## [To do]
Produce a copy of every line in the records that holds the string "main".

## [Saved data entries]
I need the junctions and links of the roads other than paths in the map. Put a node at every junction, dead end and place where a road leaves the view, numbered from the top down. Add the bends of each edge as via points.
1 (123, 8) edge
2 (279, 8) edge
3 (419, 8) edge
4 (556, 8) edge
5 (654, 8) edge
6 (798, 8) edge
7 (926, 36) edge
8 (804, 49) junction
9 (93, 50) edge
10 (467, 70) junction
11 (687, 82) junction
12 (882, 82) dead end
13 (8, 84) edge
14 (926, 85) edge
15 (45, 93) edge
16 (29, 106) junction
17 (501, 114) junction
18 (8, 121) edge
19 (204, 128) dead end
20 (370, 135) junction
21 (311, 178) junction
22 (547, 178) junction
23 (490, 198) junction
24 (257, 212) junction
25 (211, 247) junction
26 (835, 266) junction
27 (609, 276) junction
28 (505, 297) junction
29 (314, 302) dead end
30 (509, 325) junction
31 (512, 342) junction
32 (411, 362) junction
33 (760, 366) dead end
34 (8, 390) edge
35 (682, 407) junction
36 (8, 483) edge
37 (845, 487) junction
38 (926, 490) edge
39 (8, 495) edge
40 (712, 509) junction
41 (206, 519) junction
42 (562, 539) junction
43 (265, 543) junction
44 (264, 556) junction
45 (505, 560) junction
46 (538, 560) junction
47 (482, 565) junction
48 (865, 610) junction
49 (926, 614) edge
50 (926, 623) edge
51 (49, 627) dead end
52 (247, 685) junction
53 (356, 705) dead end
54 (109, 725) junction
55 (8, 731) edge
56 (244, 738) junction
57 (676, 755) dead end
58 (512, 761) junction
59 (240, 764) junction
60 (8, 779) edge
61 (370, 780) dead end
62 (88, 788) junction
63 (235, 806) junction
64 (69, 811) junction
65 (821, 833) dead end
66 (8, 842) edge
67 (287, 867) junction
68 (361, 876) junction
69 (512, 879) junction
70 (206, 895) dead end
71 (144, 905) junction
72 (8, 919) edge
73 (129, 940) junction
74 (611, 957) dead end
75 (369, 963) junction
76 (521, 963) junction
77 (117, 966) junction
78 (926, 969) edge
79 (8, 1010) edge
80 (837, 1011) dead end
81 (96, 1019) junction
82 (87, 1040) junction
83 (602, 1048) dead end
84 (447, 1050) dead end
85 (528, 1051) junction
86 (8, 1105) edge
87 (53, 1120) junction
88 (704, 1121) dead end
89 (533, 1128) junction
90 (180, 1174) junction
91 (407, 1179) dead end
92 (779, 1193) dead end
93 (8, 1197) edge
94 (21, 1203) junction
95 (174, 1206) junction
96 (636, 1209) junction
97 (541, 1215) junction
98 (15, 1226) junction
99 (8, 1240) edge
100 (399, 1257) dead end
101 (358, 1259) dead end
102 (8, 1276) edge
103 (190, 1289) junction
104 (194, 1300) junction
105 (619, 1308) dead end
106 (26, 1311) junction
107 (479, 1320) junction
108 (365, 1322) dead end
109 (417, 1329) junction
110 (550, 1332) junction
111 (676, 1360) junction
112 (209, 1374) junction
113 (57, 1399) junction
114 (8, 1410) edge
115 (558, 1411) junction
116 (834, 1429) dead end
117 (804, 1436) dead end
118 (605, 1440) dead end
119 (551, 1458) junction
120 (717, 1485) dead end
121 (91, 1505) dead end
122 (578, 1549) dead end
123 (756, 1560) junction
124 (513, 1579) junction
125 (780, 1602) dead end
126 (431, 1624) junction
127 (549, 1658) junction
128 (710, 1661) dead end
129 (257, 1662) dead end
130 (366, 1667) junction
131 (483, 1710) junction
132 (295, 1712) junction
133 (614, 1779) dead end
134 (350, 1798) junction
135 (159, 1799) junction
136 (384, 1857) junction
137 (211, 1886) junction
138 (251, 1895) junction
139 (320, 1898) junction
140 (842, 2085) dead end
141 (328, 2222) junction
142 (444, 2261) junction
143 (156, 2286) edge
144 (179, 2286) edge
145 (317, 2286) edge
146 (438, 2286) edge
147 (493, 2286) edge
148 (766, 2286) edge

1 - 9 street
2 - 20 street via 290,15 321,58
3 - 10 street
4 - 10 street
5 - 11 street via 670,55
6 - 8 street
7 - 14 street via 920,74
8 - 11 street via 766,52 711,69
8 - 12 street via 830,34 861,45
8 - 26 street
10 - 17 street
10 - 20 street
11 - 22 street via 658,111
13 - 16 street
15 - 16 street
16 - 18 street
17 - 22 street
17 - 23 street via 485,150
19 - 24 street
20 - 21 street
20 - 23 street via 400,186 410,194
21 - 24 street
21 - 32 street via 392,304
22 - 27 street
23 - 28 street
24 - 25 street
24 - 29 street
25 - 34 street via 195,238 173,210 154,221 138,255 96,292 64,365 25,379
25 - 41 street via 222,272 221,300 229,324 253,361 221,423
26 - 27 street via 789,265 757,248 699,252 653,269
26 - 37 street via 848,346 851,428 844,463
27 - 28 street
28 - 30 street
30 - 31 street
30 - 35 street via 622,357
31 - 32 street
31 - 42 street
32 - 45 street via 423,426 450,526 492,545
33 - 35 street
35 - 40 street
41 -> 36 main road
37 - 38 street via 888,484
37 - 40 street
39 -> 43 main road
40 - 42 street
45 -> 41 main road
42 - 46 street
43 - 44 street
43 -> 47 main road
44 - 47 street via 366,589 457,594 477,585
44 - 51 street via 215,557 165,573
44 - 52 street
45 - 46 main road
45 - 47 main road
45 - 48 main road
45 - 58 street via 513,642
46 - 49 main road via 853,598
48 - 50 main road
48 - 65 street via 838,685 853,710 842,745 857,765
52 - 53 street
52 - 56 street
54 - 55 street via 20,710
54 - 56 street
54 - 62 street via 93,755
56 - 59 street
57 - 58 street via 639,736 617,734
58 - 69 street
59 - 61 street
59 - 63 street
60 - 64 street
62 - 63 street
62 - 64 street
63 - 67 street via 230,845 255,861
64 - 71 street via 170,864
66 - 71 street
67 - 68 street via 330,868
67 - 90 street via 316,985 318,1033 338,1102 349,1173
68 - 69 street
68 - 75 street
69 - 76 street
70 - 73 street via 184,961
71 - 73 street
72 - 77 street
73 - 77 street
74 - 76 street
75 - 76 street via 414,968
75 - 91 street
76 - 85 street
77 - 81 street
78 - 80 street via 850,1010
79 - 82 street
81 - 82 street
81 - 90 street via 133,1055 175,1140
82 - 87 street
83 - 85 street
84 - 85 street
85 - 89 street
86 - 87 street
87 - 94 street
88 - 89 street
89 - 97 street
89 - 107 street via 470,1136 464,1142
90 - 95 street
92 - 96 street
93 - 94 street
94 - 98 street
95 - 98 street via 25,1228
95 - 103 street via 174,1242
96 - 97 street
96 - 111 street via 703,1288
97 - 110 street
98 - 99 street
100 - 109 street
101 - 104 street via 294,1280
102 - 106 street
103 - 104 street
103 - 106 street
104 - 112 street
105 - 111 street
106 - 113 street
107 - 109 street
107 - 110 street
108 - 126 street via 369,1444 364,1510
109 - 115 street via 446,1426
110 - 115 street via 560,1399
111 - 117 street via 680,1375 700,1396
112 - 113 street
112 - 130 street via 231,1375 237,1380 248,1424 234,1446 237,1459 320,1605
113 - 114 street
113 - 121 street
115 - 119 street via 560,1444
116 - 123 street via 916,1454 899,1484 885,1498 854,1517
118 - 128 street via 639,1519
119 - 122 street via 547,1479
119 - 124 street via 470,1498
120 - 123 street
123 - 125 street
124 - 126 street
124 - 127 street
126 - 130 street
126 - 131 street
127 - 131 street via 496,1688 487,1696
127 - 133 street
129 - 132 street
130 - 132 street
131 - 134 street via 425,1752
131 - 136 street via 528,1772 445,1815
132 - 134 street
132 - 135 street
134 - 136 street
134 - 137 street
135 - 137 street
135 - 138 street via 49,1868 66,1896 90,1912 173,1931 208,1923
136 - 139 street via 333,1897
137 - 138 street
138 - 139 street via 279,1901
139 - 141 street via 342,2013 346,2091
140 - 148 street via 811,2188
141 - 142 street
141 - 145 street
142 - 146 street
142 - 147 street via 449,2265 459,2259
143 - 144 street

## [Response]
41 -> 36 main road
39 -> 43 main road
45 -> 41 main road
43 -> 47 main road
45 - 46 main road
45 - 47 main road
45 - 48 main road
46 - 49 main road via 853,598
48 - 50 main road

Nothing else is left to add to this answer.